The right to communicate — and the right to be heard
International disability law treats access to communication as a right. A new paper argues that the right is hollow without a matching duty to listen.
The paper, published in 2025, builds on Article 21 of the UN Convention on the Rights of Persons with Disabilities — the right to freedom of expression and access to information — and on similar provisions in U.S., U.K., and EU disability law.
Its central move is to argue that a right to communicate, on its own, is not enough. If the people and institutions around the disabled person are not obligated to slow down, take alternative communication seriously, and act on what is said, the right is decorative.
The right to be heard
The authors propose treating "being heard" as a distinct, complementary right: a duty on partners, schools, medical providers, and the legal system to recognize, document, and respond to communication that does not arrive through speech.

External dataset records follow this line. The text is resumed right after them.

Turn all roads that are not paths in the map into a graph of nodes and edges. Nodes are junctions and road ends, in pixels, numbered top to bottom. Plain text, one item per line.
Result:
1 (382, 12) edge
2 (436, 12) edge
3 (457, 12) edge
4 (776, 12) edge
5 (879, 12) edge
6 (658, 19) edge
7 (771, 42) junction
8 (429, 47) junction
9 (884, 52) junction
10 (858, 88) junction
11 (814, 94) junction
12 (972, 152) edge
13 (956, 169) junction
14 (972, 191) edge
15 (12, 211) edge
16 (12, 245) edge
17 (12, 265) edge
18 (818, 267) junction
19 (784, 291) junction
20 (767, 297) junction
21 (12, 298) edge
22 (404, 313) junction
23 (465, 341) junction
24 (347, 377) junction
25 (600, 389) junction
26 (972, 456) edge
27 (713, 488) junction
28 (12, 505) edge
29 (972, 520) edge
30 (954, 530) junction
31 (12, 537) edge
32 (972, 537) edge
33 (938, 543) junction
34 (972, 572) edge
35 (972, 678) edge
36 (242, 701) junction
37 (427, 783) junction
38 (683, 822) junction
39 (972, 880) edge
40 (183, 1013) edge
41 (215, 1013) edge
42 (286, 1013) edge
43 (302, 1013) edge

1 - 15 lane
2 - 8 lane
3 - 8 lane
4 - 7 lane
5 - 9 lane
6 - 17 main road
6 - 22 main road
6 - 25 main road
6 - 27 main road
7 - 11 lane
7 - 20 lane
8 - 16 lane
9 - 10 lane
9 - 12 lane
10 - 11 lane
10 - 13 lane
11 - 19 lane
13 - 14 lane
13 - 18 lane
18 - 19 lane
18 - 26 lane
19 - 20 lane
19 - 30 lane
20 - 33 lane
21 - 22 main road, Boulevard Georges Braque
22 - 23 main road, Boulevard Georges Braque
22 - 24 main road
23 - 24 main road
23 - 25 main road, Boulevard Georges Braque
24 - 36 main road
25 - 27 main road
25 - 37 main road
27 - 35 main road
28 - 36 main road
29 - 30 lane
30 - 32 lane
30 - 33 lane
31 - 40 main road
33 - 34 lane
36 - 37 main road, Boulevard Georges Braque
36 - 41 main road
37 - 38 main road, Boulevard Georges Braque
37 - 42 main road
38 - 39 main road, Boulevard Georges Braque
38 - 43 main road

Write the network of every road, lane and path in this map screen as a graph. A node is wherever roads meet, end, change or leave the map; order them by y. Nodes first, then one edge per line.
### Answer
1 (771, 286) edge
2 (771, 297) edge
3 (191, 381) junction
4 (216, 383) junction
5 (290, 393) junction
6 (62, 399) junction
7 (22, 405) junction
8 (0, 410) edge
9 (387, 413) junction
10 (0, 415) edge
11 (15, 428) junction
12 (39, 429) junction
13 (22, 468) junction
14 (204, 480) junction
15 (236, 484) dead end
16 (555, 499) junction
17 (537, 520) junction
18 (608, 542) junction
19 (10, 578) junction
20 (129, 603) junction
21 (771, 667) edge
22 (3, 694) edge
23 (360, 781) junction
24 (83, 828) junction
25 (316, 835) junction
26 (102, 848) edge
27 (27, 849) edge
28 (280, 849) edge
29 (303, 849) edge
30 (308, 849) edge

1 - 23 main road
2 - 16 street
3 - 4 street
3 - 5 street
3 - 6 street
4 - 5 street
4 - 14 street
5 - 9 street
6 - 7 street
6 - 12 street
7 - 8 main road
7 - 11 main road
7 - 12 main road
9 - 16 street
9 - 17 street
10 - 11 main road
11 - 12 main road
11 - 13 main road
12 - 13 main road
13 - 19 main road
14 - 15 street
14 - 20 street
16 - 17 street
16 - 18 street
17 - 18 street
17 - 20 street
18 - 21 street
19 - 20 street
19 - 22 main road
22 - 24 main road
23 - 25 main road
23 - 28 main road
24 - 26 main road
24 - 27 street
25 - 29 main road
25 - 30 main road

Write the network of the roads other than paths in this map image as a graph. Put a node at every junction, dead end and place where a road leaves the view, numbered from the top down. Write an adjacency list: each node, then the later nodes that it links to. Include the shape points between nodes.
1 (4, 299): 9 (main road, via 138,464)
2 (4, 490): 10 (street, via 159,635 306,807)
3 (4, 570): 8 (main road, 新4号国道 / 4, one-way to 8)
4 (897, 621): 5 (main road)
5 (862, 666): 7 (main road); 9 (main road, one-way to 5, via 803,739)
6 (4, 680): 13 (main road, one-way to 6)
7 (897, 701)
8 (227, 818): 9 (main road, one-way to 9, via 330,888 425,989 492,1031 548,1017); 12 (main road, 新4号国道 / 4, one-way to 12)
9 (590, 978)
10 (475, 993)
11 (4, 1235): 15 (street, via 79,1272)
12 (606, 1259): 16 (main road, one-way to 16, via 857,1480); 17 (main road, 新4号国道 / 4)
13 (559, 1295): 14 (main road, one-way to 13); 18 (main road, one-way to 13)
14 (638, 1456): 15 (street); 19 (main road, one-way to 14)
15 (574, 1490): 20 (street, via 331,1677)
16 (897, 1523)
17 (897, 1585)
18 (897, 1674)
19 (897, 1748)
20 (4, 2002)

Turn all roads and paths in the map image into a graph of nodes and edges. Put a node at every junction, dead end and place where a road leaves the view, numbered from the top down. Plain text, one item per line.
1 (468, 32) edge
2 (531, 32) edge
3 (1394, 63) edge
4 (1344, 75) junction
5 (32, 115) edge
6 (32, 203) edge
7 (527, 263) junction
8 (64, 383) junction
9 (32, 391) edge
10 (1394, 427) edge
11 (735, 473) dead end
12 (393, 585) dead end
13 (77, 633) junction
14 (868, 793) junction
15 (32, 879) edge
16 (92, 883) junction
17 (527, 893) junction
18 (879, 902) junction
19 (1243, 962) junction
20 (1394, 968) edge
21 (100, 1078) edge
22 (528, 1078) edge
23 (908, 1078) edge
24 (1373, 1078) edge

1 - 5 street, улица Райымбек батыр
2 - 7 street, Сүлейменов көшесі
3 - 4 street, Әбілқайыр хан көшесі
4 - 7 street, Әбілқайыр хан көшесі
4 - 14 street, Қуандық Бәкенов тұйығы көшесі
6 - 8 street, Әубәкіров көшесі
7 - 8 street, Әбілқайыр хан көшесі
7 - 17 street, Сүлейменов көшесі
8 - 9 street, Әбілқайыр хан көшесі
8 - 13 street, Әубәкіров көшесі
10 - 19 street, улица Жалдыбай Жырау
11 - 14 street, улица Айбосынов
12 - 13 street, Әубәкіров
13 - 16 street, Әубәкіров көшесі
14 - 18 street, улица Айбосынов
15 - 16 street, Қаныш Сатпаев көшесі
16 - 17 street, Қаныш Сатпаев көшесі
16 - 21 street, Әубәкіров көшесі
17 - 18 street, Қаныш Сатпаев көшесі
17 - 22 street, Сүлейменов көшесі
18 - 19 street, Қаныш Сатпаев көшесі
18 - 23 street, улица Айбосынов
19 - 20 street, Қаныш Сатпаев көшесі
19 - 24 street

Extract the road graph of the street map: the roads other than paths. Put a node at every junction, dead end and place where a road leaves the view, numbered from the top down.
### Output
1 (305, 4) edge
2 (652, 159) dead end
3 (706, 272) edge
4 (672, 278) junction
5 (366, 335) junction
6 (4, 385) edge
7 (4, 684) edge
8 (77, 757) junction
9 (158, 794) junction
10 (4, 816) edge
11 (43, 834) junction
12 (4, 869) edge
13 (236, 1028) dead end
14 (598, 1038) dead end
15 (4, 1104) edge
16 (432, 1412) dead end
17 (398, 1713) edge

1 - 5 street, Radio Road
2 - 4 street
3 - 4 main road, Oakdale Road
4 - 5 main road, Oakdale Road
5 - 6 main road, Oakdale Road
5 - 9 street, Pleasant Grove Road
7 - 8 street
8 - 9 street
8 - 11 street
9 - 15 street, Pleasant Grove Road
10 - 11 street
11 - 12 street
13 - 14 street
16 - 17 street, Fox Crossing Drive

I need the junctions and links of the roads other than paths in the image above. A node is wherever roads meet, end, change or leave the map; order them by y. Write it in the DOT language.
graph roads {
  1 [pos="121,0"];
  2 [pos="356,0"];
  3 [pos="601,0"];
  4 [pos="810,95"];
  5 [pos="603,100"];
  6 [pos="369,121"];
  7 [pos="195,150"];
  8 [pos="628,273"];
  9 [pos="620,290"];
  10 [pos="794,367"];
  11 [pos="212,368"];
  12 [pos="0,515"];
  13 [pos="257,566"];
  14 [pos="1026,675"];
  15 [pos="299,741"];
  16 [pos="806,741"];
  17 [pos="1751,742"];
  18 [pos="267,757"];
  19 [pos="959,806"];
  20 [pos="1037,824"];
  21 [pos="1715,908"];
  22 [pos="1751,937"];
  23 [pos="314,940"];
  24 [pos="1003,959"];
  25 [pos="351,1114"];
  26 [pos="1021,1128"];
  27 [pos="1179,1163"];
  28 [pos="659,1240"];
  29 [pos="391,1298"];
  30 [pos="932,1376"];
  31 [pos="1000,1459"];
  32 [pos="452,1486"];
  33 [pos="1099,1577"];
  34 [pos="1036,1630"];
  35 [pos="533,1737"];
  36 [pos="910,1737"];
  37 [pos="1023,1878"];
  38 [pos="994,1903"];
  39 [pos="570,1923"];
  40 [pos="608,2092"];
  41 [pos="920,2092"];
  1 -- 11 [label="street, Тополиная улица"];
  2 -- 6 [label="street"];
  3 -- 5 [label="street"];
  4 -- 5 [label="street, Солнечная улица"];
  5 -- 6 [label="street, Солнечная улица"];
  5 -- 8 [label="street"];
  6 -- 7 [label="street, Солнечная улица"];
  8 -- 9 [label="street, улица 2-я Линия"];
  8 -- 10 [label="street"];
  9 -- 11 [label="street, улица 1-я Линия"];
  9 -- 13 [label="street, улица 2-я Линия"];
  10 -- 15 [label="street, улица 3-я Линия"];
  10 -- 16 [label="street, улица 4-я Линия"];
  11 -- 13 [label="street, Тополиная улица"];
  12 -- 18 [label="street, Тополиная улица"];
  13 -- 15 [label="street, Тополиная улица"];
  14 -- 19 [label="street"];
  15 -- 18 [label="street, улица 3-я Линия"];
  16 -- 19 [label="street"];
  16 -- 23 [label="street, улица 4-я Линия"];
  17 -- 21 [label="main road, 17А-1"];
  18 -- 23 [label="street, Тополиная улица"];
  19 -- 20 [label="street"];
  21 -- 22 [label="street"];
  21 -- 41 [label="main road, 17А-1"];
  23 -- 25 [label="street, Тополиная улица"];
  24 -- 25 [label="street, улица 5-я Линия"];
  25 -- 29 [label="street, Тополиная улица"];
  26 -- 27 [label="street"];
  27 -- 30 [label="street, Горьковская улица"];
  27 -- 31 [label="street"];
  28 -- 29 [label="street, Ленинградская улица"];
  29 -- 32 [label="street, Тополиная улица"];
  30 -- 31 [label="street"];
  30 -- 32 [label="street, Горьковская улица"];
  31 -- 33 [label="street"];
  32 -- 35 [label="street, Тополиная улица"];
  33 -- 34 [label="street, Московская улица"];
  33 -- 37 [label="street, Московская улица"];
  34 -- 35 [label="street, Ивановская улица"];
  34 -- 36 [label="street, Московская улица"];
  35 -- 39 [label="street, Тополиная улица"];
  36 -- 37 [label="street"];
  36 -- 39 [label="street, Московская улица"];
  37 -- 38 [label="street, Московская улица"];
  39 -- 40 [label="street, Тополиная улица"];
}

Concretely, this means: medical consent processes that accommodate AAC and supported typing; school IEP processes that take a student's own typed input seriously; legal proceedings that allow for time and partner support without treating either as evidence of incompetence.
Why this frame matters here
Much of the debate over supported communication methods has been argued as if it were a purely empirical question — does the message belong to the person, yes or no. The right-to-be-heard frame does not displace that question, but it adds another: what is the institutional response when the answer is uncertain?
The authors' position is that uncertainty does not justify silencing. It justifies more careful listening.